● **Exercise aim**
Write the data below out in full, exactly as it stands.

● **Source data**

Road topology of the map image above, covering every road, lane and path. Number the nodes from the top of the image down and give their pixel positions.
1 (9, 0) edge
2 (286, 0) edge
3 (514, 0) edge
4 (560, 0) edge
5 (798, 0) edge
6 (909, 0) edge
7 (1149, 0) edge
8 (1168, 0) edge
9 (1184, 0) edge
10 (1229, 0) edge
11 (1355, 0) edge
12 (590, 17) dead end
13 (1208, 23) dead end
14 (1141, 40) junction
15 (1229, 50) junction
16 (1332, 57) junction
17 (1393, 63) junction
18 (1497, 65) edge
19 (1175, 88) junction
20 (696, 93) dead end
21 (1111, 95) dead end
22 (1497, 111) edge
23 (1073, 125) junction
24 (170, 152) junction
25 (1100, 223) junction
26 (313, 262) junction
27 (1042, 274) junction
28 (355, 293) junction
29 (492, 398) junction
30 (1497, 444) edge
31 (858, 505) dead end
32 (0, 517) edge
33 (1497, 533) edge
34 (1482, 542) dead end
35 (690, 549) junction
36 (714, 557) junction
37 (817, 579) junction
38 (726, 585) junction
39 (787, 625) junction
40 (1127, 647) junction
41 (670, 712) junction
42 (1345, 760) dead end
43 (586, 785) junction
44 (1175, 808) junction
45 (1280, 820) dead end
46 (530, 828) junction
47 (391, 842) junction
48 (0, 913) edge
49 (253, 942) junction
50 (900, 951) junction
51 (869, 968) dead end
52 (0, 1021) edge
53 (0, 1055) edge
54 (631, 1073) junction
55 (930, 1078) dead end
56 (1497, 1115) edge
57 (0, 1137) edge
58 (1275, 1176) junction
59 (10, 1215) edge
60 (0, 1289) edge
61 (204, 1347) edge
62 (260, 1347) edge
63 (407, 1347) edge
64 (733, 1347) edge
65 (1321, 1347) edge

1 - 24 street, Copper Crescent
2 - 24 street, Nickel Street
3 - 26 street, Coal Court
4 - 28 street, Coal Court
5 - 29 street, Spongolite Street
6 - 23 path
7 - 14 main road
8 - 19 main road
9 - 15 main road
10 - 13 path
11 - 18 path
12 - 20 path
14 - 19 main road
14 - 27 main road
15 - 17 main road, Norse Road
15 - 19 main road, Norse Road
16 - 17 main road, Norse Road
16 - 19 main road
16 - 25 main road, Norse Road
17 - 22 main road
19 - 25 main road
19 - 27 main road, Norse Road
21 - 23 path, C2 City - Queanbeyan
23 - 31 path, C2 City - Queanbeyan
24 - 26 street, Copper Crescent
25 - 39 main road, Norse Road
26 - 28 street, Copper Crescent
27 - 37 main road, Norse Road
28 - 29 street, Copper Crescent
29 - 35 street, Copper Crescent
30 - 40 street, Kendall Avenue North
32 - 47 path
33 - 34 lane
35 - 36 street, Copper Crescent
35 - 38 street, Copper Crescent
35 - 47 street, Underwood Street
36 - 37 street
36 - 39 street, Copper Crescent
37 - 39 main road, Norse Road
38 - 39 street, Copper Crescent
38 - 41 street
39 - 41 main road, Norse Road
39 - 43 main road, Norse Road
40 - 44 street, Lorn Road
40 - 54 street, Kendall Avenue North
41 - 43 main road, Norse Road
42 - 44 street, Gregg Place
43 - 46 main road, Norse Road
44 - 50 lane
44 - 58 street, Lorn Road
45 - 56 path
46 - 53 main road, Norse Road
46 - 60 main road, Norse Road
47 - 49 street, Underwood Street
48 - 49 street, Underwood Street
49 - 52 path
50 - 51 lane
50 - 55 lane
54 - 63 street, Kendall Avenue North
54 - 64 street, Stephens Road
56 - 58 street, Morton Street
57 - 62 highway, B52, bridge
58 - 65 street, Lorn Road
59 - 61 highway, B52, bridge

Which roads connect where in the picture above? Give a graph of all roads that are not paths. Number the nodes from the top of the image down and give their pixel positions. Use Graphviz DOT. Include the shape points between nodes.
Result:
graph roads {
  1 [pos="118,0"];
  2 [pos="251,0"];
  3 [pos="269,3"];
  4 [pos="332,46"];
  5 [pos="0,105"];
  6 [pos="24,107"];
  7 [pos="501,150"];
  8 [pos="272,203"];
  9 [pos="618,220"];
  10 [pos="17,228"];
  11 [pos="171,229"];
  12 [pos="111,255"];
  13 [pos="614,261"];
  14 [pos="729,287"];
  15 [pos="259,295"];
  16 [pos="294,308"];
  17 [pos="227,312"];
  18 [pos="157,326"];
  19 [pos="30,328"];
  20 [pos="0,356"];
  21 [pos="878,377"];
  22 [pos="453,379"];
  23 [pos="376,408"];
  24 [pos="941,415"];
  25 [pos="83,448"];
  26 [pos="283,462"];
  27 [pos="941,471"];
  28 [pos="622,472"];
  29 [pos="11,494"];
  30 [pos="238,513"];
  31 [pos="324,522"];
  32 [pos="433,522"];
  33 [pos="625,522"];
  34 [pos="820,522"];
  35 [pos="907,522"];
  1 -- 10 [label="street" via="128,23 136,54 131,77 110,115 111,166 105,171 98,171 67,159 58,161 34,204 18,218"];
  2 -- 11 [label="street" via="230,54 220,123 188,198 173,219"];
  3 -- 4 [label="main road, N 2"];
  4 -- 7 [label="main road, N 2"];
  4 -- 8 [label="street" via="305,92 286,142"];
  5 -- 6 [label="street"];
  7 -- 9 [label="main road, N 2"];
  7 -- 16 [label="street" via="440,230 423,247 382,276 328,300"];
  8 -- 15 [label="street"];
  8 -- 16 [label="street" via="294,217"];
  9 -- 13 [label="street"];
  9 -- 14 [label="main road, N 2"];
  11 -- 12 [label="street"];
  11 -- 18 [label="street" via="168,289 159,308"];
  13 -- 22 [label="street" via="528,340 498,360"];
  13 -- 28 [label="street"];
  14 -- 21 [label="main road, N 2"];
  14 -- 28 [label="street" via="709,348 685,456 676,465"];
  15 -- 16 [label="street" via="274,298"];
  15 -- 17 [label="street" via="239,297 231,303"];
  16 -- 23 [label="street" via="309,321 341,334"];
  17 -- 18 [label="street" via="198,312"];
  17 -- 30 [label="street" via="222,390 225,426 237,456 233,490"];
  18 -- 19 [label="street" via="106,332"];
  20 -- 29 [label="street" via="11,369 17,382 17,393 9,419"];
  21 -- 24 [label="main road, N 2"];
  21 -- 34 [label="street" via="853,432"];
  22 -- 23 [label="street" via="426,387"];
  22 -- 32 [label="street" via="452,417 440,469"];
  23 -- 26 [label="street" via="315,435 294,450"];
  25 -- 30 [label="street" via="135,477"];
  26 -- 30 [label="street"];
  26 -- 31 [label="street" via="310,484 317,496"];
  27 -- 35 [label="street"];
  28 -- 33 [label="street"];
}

● **Task solution**
Road topology of the map image above, covering every road, lane and path. Number the nodes from the top of the image down and give their pixel positions.
1 (9, 0) edge
2 (286, 0) edge
3 (514, 0) edge
4 (560, 0) edge
5 (798, 0) edge
6 (909, 0) edge
7 (1149, 0) edge
8 (1168, 0) edge
9 (1184, 0) edge
10 (1229, 0) edge
11 (1355, 0) edge
12 (590, 17) dead end
13 (1208, 23) dead end
14 (1141, 40) junction
15 (1229, 50) junction
16 (1332, 57) junction
17 (1393, 63) junction
18 (1497, 65) edge
19 (1175, 88) junction
20 (696, 93) dead end
21 (1111, 95) dead end
22 (1497, 111) edge
23 (1073, 125) junction
24 (170, 152) junction
25 (1100, 223) junction
26 (313, 262) junction
27 (1042, 274) junction
28 (355, 293) junction
29 (492, 398) junction
30 (1497, 444) edge
31 (858, 505) dead end
32 (0, 517) edge
33 (1497, 533) edge
34 (1482, 542) dead end
35 (690, 549) junction
36 (714, 557) junction
37 (817, 579) junction
38 (726, 585) junction
39 (787, 625) junction
40 (1127, 647) junction
41 (670, 712) junction
42 (1345, 760) dead end
43 (586, 785) junction
44 (1175, 808) junction
45 (1280, 820) dead end
46 (530, 828) junction
47 (391, 842) junction
48 (0, 913) edge
49 (253, 942) junction
50 (900, 951) junction
51 (869, 968) dead end
52 (0, 1021) edge
53 (0, 1055) edge
54 (631, 1073) junction
55 (930, 1078) dead end
56 (1497, 1115) edge
57 (0, 1137) edge
58 (1275, 1176) junction
59 (10, 1215) edge
60 (0, 1289) edge
61 (204, 1347) edge
62 (260, 1347) edge
63 (407, 1347) edge
64 (733, 1347) edge
65 (1321, 1347) edge

1 - 24 street, Copper Crescent
2 - 24 street, Nickel Street
3 - 26 street, Coal Court
4 - 28 street, Coal Court
5 - 29 street, Spongolite Street
6 - 23 path
7 - 14 main road
8 - 19 main road
9 - 15 main road
10 - 13 path
11 - 18 path
12 - 20 path
14 - 19 main road
14 - 27 main road
15 - 17 main road, Norse Road
15 - 19 main road, Norse Road
16 - 17 main road, Norse Road
16 - 19 main road
16 - 25 main road, Norse Road
17 - 22 main road
19 - 25 main road
19 - 27 main road, Norse Road
21 - 23 path, C2 City - Queanbeyan
23 - 31 path, C2 City - Queanbeyan
24 - 26 street, Copper Crescent
25 - 39 main road, Norse Road
26 - 28 street, Copper Crescent
27 - 37 main road, Norse Road
28 - 29 street, Copper Crescent
29 - 35 street, Copper Crescent
30 - 40 street, Kendall Avenue North
32 - 47 path
33 - 34 lane
35 - 36 street, Copper Crescent
35 - 38 street, Copper Crescent
35 - 47 street, Underwood Street
36 - 37 street
36 - 39 street, Copper Crescent
37 - 39 main road, Norse Road
38 - 39 street, Copper Crescent
38 - 41 street
39 - 41 main road, Norse Road
39 - 43 main road, Norse Road
40 - 44 street, Lorn Road
40 - 54 street, Kendall Avenue North
41 - 43 main road, Norse Road
42 - 44 street, Gregg Place
43 - 46 main road, Norse Road
44 - 50 lane
44 - 58 street, Lorn Road
45 - 56 path
46 - 53 main road, Norse Road
46 - 60 main road, Norse Road
47 - 49 street, Underwood Street
48 - 49 street, Underwood Street
49 - 52 path
50 - 51 lane
50 - 55 lane
54 - 63 street, Kendall Avenue North
54 - 64 street, Stephens Road
56 - 58 street, Morton Street
57 - 62 highway, B52, bridge
58 - 65 street, Lorn Road
59 - 61 highway, B52, bridge

Which roads connect where in the picture above? Give a graph of all roads that are not paths. Number the nodes from the top of the image down and give their pixel positions. Use Graphviz DOT. Include the shape points between nodes.
Result:
graph roads {
  1 [pos="118,0"];
  2 [pos="251,0"];
  3 [pos="269,3"];
  4 [pos="332,46"];
  5 [pos="0,105"];
  6 [pos="24,107"];
  7 [pos="501,150"];
  8 [pos="272,203"];
  9 [pos="618,220"];
  10 [pos="17,228"];
  11 [pos="171,229"];
  12 [pos="111,255"];
  13 [pos="614,261"];
  14 [pos="729,287"];
  15 [pos="259,295"];
  16 [pos="294,308"];
  17 [pos="227,312"];
  18 [pos="157,326"];
  19 [pos="30,328"];
  20 [pos="0,356"];
  21 [pos="878,377"];
  22 [pos="453,379"];
  23 [pos="376,408"];
  24 [pos="941,415"];
  25 [pos="83,448"];
  26 [pos="283,462"];
  27 [pos="941,471"];
  28 [pos="622,472"];
  29 [pos="11,494"];
  30 [pos="238,513"];
  31 [pos="324,522"];
  32 [pos="433,522"];
  33 [pos="625,522"];
  34 [pos="820,522"];
  35 [pos="907,522"];
  1 -- 10 [label="street" via="128,23 136,54 131,77 110,115 111,166 105,171 98,171 67,159 58,161 34,204 18,218"];
  2 -- 11 [label="street" via="230,54 220,123 188,198 173,219"];
  3 -- 4 [label="main road, N 2"];
  4 -- 7 [label="main road, N 2"];
  4 -- 8 [label="street" via="305,92 286,142"];
  5 -- 6 [label="street"];
  7 -- 9 [label="main road, N 2"];
  7 -- 16 [label="street" via="440,230 423,247 382,276 328,300"];
  8 -- 15 [label="street"];
  8 -- 16 [label="street" via="294,217"];
  9 -- 13 [label="street"];
  9 -- 14 [label="main road, N 2"];
  11 -- 12 [label="street"];
  11 -- 18 [label="street" via="168,289 159,308"];
  13 -- 22 [label="street" via="528,340 498,360"];
  13 -- 28 [label="street"];
  14 -- 21 [label="main road, N 2"];
  14 -- 28 [label="street" via="709,348 685,456 676,465"];
  15 -- 16 [label="street" via="274,298"];
  15 -- 17 [label="street" via="239,297 231,303"];
  16 -- 23 [label="street" via="309,321 341,334"];
  17 -- 18 [label="street" via="198,312"];
  17 -- 30 [label="street" via="222,390 225,426 237,456 233,490"];
  18 -- 19 [label="street" via="106,332"];
  20 -- 29 [label="street" via="11,369 17,382 17,393 9,419"];
  21 -- 24 [label="main road, N 2"];
  21 -- 34 [label="street" via="853,432"];
  22 -- 23 [label="street" via="426,387"];
  22 -- 32 [label="street" via="452,417 440,469"];
  23 -- 26 [label="street" via="315,435 294,450"];
  25 -- 30 [label="street" via="135,477"];
  26 -- 30 [label="street"];
  26 -- 31 [label="street" via="310,484 317,496"];
  27 -- 35 [label="street"];
  28 -- 33 [label="street"];
}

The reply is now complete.